**TASK INPUT**
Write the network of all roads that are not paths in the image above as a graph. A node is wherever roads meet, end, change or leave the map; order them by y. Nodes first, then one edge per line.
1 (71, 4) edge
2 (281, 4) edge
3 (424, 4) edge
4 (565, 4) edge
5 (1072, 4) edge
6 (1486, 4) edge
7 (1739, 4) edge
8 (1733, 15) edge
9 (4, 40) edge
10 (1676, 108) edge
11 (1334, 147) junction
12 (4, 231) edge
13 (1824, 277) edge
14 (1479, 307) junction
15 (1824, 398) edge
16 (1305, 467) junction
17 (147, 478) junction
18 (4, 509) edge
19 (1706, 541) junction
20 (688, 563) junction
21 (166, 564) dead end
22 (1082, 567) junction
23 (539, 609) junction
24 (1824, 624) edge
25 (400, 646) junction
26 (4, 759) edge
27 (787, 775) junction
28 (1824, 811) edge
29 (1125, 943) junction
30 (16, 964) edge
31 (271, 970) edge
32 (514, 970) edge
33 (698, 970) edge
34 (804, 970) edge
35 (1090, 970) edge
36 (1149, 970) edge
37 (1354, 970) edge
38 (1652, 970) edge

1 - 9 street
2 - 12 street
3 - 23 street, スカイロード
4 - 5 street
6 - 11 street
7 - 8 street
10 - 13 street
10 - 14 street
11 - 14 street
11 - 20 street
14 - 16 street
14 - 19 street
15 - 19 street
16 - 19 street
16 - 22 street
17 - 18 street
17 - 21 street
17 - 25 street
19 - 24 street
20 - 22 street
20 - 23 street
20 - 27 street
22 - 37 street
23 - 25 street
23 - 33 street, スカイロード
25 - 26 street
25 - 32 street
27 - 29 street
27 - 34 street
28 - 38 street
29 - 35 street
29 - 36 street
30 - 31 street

**PROBLEM TO WORK ON**
Using the listing above, please repeat every entry exactly.

**WRITTEN RESPONSE**
Write the network of all roads that are not paths in the image above as a graph. A node is wherever roads meet, end, change or leave the map; order them by y. Nodes first, then one edge per line.
1 (71, 4) edge
2 (281, 4) edge
3 (424, 4) edge
4 (565, 4) edge
5 (1072, 4) edge
6 (1486, 4) edge
7 (1739, 4) edge
8 (1733, 15) edge
9 (4, 40) edge
10 (1676, 108) edge
11 (1334, 147) junction
12 (4, 231) edge
13 (1824, 277) edge
14 (1479, 307) junction
15 (1824, 398) edge
16 (1305, 467) junction
17 (147, 478) junction
18 (4, 509) edge
19 (1706, 541) junction
20 (688, 563) junction
21 (166, 564) dead end
22 (1082, 567) junction
23 (539, 609) junction
24 (1824, 624) edge
25 (400, 646) junction
26 (4, 759) edge
27 (787, 775) junction
28 (1824, 811) edge
29 (1125, 943) junction
30 (16, 964) edge
31 (271, 970) edge
32 (514, 970) edge
33 (698, 970) edge
34 (804, 970) edge
35 (1090, 970) edge
36 (1149, 970) edge
37 (1354, 970) edge
38 (1652, 970) edge

1 - 9 street
2 - 12 street
3 - 23 street, スカイロード
4 - 5 street
6 - 11 street
7 - 8 street
10 - 13 street
10 - 14 street
11 - 14 street
11 - 20 street
14 - 16 street
14 - 19 street
15 - 19 street
16 - 19 street
16 - 22 street
17 - 18 street
17 - 21 street
17 - 25 street
19 - 24 street
20 - 22 street
20 - 23 street
20 - 27 street
22 - 37 street
23 - 25 street
23 - 33 street, スカイロード
25 - 26 street
25 - 32 street
27 - 29 street
27 - 34 street
28 - 38 street
29 - 35 street
29 - 36 street
30 - 31 street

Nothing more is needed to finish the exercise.